> _Exercise_
What lines below contain the word "Give"? Please pull each one out.

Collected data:
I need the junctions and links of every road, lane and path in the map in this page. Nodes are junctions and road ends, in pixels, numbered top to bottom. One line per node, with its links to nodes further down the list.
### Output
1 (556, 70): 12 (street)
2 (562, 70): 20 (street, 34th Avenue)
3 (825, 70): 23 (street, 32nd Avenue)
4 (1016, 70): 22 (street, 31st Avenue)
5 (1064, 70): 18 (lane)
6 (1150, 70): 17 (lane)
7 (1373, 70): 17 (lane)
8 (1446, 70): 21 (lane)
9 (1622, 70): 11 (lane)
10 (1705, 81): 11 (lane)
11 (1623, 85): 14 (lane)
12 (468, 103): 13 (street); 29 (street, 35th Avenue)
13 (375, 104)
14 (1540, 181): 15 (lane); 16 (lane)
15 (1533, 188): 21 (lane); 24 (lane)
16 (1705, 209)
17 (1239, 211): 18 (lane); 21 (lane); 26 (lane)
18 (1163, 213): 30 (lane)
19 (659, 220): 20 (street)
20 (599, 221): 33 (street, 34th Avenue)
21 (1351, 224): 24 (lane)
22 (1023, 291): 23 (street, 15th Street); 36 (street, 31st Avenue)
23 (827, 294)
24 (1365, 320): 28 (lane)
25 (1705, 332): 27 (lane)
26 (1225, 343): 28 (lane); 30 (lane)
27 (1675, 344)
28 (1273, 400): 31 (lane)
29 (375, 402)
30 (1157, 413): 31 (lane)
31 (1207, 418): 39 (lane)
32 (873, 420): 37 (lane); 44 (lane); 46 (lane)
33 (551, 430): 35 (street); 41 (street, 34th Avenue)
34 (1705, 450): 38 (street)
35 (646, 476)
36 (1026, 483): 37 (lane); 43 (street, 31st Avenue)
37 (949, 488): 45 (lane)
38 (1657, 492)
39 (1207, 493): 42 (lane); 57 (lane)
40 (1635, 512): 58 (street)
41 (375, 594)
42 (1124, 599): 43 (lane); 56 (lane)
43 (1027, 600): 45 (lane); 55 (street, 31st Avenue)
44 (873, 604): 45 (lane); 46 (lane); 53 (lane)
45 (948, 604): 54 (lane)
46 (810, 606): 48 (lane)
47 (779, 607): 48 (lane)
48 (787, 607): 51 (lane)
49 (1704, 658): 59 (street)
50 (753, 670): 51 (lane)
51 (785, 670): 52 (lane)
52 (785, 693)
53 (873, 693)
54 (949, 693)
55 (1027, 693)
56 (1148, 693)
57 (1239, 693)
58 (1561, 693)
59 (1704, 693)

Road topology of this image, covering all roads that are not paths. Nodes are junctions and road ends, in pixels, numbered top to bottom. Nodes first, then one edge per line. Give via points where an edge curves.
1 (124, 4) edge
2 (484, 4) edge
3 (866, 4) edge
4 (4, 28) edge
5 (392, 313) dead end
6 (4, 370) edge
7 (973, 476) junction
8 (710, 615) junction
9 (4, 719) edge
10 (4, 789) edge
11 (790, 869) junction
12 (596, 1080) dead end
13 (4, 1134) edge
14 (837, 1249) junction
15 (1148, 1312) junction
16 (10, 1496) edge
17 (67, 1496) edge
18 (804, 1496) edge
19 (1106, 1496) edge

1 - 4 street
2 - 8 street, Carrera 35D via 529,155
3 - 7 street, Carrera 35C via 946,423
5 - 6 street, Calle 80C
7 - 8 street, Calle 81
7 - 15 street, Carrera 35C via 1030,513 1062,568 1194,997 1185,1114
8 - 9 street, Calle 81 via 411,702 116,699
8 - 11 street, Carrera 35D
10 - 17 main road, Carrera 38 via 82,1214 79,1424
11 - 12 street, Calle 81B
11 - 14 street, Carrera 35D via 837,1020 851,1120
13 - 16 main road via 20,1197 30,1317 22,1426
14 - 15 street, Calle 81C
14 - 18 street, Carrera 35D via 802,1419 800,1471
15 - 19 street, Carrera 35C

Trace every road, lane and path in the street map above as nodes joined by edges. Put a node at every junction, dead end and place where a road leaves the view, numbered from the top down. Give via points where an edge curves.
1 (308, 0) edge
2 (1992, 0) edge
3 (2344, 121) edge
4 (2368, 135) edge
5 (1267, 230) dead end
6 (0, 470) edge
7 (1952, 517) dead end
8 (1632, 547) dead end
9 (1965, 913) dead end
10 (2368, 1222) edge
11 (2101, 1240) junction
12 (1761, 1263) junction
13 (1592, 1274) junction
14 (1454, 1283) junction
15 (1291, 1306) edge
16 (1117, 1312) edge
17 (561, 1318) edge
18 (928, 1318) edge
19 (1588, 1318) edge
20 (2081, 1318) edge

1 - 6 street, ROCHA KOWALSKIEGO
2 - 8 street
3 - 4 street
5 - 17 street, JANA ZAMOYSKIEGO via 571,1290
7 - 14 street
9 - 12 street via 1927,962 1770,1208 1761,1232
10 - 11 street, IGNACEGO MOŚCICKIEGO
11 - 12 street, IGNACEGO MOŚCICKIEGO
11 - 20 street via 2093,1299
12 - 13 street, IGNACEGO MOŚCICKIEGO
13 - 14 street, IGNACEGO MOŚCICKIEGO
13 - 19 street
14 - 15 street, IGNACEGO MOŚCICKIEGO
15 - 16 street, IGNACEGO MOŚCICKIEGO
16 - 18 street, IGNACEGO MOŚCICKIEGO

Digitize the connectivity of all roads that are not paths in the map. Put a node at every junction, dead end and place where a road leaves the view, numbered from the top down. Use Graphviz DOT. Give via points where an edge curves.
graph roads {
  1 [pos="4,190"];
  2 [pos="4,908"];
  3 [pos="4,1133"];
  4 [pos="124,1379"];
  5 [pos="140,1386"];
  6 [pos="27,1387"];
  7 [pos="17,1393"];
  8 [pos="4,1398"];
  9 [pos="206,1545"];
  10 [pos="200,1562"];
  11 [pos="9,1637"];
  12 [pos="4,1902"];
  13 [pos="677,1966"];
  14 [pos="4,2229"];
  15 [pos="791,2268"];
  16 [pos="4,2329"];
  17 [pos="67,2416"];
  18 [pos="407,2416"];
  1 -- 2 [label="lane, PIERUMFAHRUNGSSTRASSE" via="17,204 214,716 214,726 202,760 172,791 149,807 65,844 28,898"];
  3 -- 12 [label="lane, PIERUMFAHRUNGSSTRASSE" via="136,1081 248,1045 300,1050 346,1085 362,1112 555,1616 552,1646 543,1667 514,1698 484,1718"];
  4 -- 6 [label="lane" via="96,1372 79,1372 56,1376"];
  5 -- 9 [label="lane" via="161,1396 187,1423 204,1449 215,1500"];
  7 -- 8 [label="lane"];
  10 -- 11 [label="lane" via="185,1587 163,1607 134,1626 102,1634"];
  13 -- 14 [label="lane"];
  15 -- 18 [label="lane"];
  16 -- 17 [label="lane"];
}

> _Answer space_
Road topology of this image, covering all roads that are not paths. Nodes are junctions and road ends, in pixels, numbered top to bottom. Nodes first, then one edge per line. Give via points where an edge curves.
Trace every road, lane and path in the street map above as nodes joined by edges. Put a node at every junction, dead end and place where a road leaves the view, numbered from the top down. Give via points where an edge curves.
Digitize the connectivity of all roads that are not paths in the map. Put a node at every junction, dead end and place where a road leaves the view, numbered from the top down. Use Graphviz DOT. Give via points where an edge curves.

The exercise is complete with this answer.